-- Opening Marker --

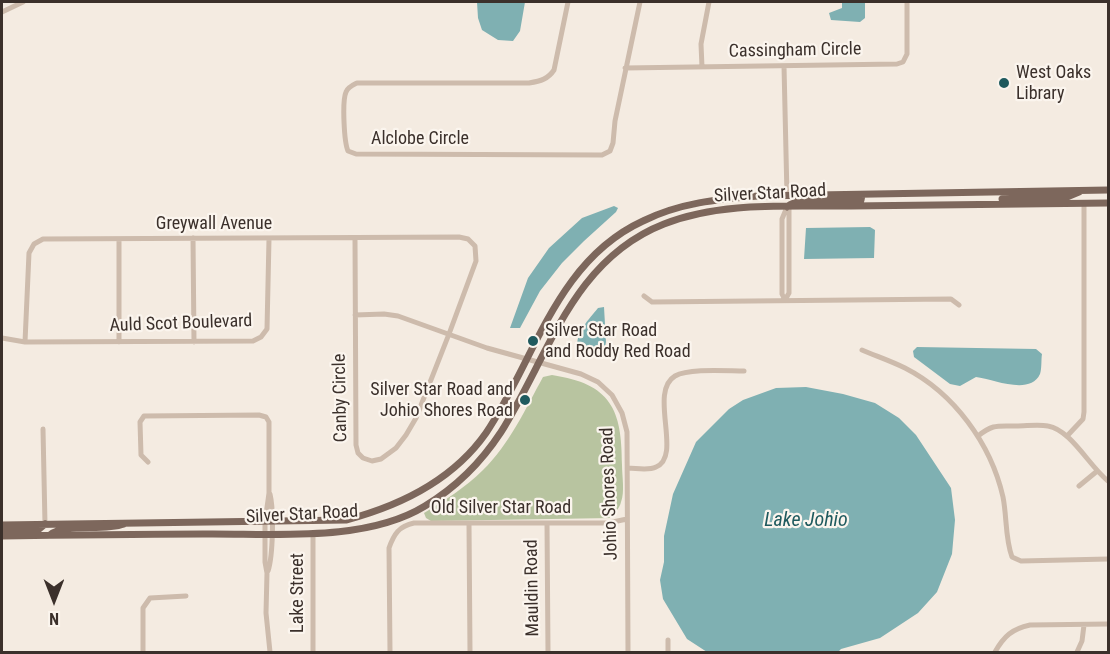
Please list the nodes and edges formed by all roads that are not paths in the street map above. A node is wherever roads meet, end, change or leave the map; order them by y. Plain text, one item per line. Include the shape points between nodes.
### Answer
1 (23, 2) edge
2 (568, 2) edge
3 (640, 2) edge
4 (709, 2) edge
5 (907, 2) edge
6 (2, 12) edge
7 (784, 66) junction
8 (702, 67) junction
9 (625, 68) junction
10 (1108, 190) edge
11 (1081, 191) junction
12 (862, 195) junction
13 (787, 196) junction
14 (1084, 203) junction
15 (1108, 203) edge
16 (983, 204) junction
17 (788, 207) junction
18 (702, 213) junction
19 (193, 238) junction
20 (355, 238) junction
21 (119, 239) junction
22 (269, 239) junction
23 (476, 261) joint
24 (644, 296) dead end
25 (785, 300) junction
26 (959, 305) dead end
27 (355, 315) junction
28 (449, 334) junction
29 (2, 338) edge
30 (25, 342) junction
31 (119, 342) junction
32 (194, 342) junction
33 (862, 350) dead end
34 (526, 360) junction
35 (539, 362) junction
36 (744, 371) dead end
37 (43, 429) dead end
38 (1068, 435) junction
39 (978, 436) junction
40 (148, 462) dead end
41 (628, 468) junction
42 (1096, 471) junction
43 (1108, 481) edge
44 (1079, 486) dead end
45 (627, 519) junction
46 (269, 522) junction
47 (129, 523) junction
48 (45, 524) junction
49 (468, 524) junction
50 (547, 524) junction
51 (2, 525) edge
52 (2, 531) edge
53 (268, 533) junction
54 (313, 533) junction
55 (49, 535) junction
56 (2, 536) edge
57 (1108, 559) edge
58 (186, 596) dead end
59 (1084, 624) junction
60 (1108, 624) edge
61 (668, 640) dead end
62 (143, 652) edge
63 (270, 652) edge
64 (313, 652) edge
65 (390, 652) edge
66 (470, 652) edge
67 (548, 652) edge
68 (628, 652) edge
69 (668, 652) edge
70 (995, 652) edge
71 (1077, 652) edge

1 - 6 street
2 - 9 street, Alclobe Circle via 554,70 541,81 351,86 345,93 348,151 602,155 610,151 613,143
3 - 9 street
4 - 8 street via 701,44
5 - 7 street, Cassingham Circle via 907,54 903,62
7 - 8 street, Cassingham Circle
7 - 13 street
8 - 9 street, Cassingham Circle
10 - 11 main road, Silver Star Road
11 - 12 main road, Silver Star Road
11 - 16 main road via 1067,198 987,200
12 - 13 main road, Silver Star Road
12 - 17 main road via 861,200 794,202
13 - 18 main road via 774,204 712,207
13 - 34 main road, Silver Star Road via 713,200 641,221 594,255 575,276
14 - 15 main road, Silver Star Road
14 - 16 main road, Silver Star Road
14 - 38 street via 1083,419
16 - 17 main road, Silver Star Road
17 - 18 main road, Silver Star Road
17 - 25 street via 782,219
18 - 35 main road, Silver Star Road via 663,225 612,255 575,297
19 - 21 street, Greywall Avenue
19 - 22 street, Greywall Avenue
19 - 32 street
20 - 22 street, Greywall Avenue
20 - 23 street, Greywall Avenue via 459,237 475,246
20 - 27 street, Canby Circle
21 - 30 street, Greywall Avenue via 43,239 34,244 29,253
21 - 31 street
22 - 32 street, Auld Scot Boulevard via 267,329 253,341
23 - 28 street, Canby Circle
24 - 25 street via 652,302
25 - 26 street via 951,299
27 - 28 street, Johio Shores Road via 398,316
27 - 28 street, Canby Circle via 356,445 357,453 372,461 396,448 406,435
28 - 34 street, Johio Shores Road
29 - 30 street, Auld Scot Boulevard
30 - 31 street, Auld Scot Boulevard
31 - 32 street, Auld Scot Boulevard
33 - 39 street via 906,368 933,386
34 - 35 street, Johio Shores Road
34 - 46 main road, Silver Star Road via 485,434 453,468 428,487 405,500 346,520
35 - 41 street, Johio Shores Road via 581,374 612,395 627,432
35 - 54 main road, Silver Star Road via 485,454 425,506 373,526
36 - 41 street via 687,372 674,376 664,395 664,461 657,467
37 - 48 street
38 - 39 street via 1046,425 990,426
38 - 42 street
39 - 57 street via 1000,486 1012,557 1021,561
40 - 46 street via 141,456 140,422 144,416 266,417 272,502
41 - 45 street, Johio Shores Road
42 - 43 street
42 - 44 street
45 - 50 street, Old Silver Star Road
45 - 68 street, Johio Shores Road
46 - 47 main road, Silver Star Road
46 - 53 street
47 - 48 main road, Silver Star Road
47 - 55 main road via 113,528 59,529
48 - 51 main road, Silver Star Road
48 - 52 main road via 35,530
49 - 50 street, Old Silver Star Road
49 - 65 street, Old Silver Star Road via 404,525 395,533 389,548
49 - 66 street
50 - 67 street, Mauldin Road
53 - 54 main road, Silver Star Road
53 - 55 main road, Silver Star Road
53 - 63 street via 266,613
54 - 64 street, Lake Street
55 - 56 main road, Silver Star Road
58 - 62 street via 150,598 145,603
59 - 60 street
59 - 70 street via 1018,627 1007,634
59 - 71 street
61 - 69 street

-- Closing Marker --

| THE PROBLEM |
Bring together all lines from the listing that contain the word "dead".

| SOLUTION FOR THIS PROBLEM |
24 (644, 296) dead end
26 (959, 305) dead end
33 (862, 350) dead end
36 (744, 371) dead end
37 (43, 429) dead end
40 (148, 462) dead end
44 (1079, 486) dead end
58 (186, 596) dead end
61 (668, 640) dead end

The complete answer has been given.